Mendoza was directly, specifically, and immediately threatened by a group arguably tied to the government, yet not controlled by the government—a death squad. Mendoza’s threat was targeted at him individually. He failed to produce the actual letter that he allegedly received, but the fact of its receipt and content has not been contested. His wife also testified as to its existence and gave reasons for its destruction. There is testimony that others who worked for his organization were killed, which suggests that the persecutors were willing to act against individuals connected with such groups.

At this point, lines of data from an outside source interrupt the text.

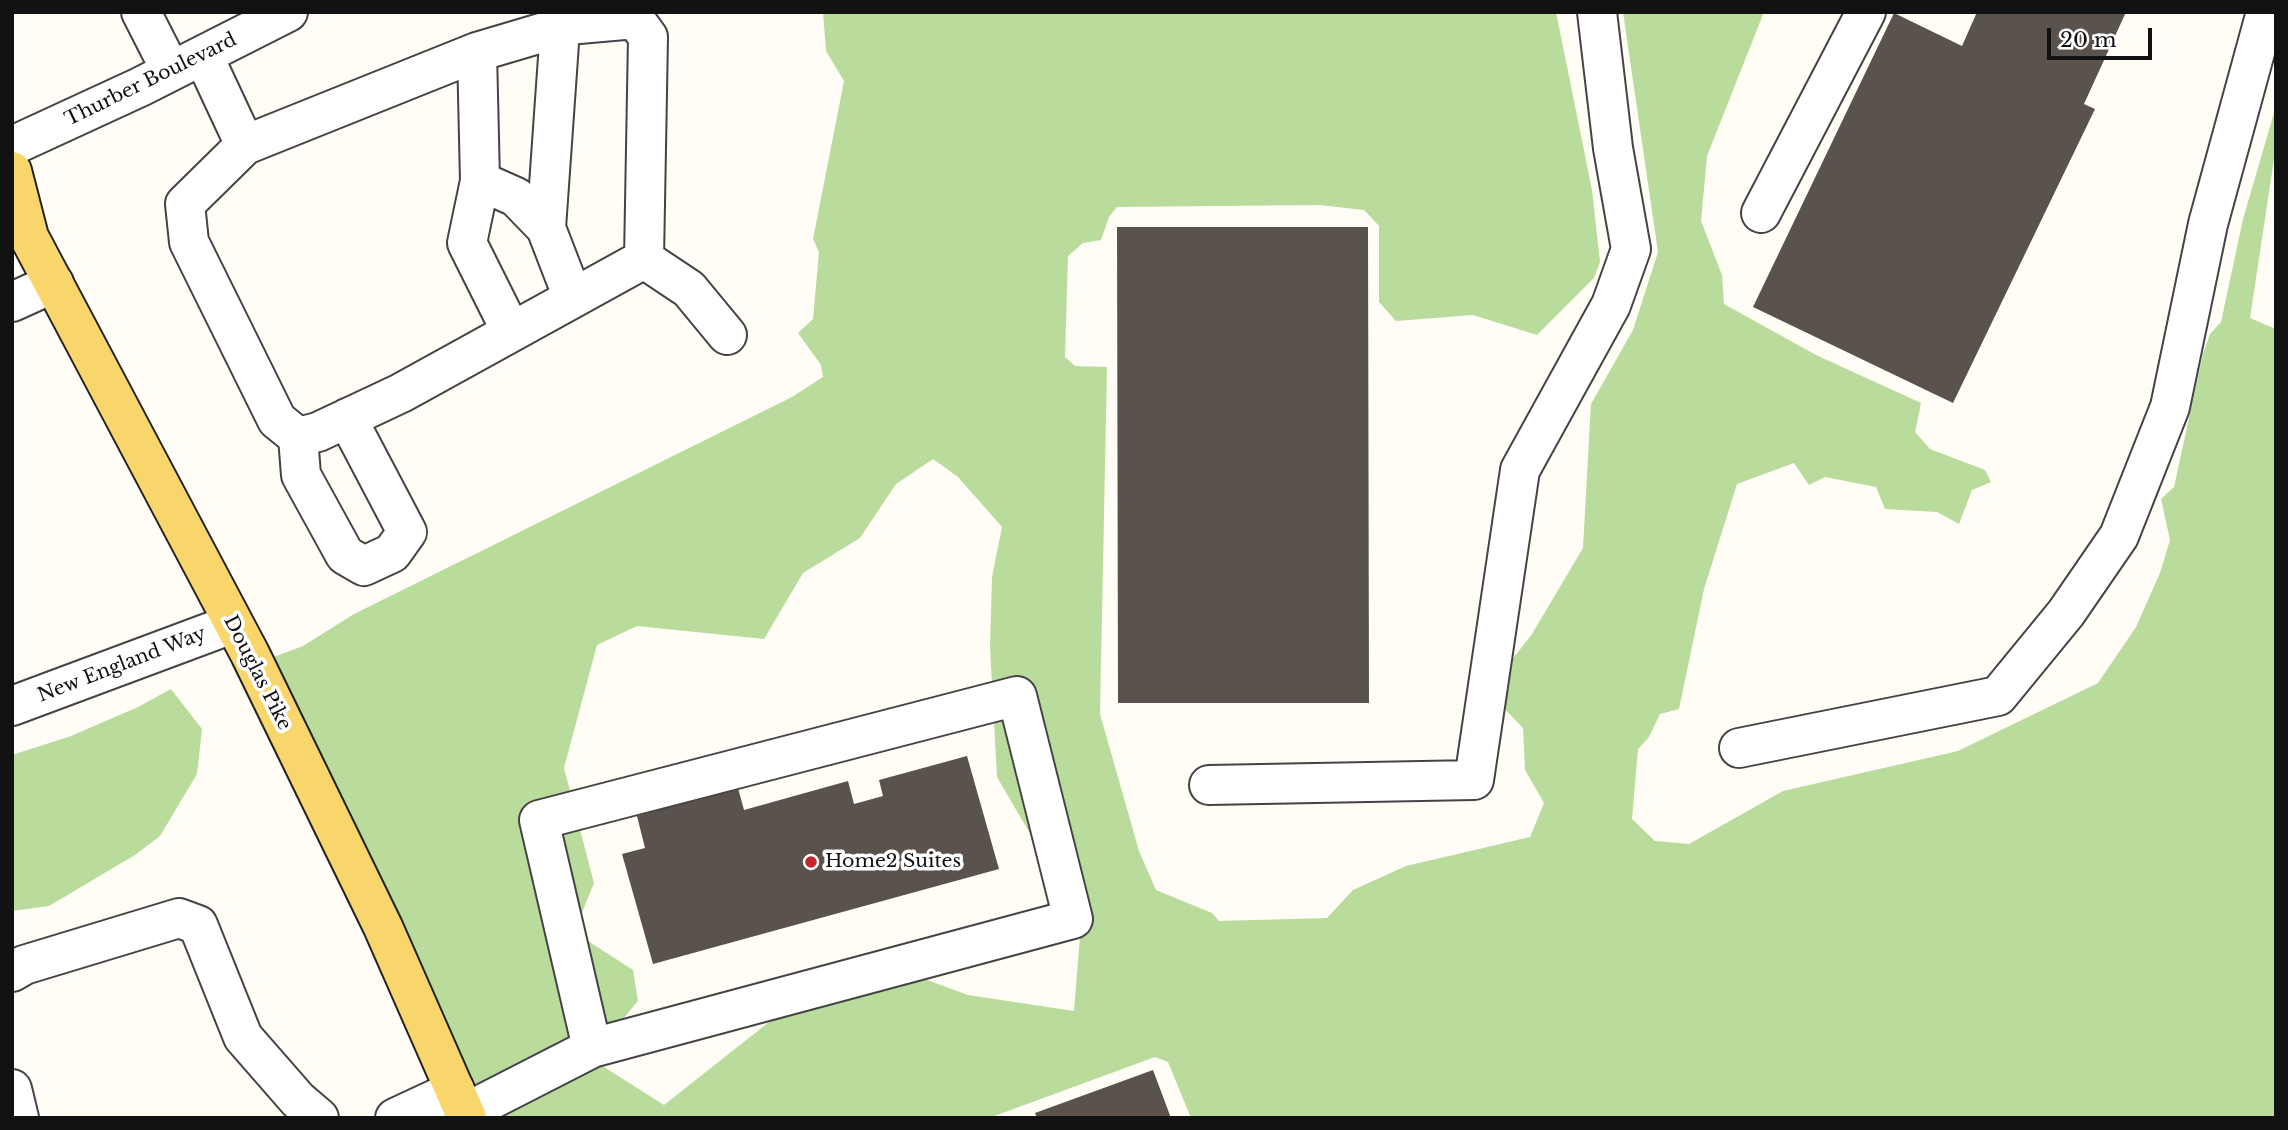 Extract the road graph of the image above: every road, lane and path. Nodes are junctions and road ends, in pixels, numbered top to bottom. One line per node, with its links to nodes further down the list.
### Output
1 (141, 12): 8 (street)
2 (288, 12): 8 (street, Thurber Boulevard)
3 (1597, 12): 27 (street)
4 (1866, 12): 13 (street)
5 (2266, 12): 26 (street)
6 (560, 29): 7 (street); 15 (street); 16 (street)
7 (477, 52): 9 (street); 12 (street)
8 (187, 63): 9 (street); 10 (street, Thurber Boulevard)
9 (245, 145): 23 (street)
10 (12, 146)
11 (12, 171): 14 (main road, Douglas Pike)
12 (480, 181): 15 (street); 20 (street)
13 (1761, 213)
14 (21, 227): 17 (main road, Douglas Pike)
15 (546, 228): 18 (street)
16 (644, 259): 18 (street); 21 (street)
17 (54, 283): 19 (street); 24 (main road, Douglas Pike)
18 (573, 298): 20 (street)
19 (12, 302)
20 (511, 331): 22 (street)
21 (727, 335)
22 (347, 418): 23 (street); 23 (street)
23 (298, 437)
24 (232, 624): 25 (street, New England Way); 31 (main road, Douglas Pike)
25 (13, 703)
26 (1739, 748)
27 (1209, 785)
28 (12, 972): 33 (street)
29 (592, 1048): 29 (street); 31 (street)
30 (12, 1090): 32 (street)
31 (462, 1107): 34 (street)
32 (19, 1118)
33 (319, 1118)
34 (395, 1118)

While there are stronger cases than Mendoza’s, involving actual beatings, assaults, and arrests of a petitioner or his family members, see, e.g., Desir v. Ilchert, 840 F.2d 723 (9th Cir.1988); Argueta v. INS, 759 F.2d 1395 (9th Cir.1985), Mendoza’s fear has a stronger evidentiary base than petitioners in other cases where we have reversed BIA’s denials for withholding deportation. For instance, in Artiga Turcios v. INS, 829 F.2d 720 (9th Cir.1987), the court concluded that “Artiga has introduced specific evidence that his life has been threatened because he is politically opposed to the anti-government guerrillas. Because he has been singled out and sought by men he reasonably believes to be guerrillas, the BIA’s conclusion that the petitioner failed to show he has been targeted for persecution is unreasonable.” 829 F.2d at 724. That he had been singled out was based on the following facts: He was former military and supposedly sought after by four unidentified men who were pointed out to him at a distance. He was sure they were guerrillas because (1) they knew his military nickname, (2) if from the military, they would have known his exact address and presumably would not have needed to “ask around” for him, (3) he did not recognize them, (4) he saw bulges in their clothing which he believed to be a new type of machine gun carried by the guerrillas, (5) he had read about former servicemen being targeted and killed by guerrillas. Artiga never had any contact with the men.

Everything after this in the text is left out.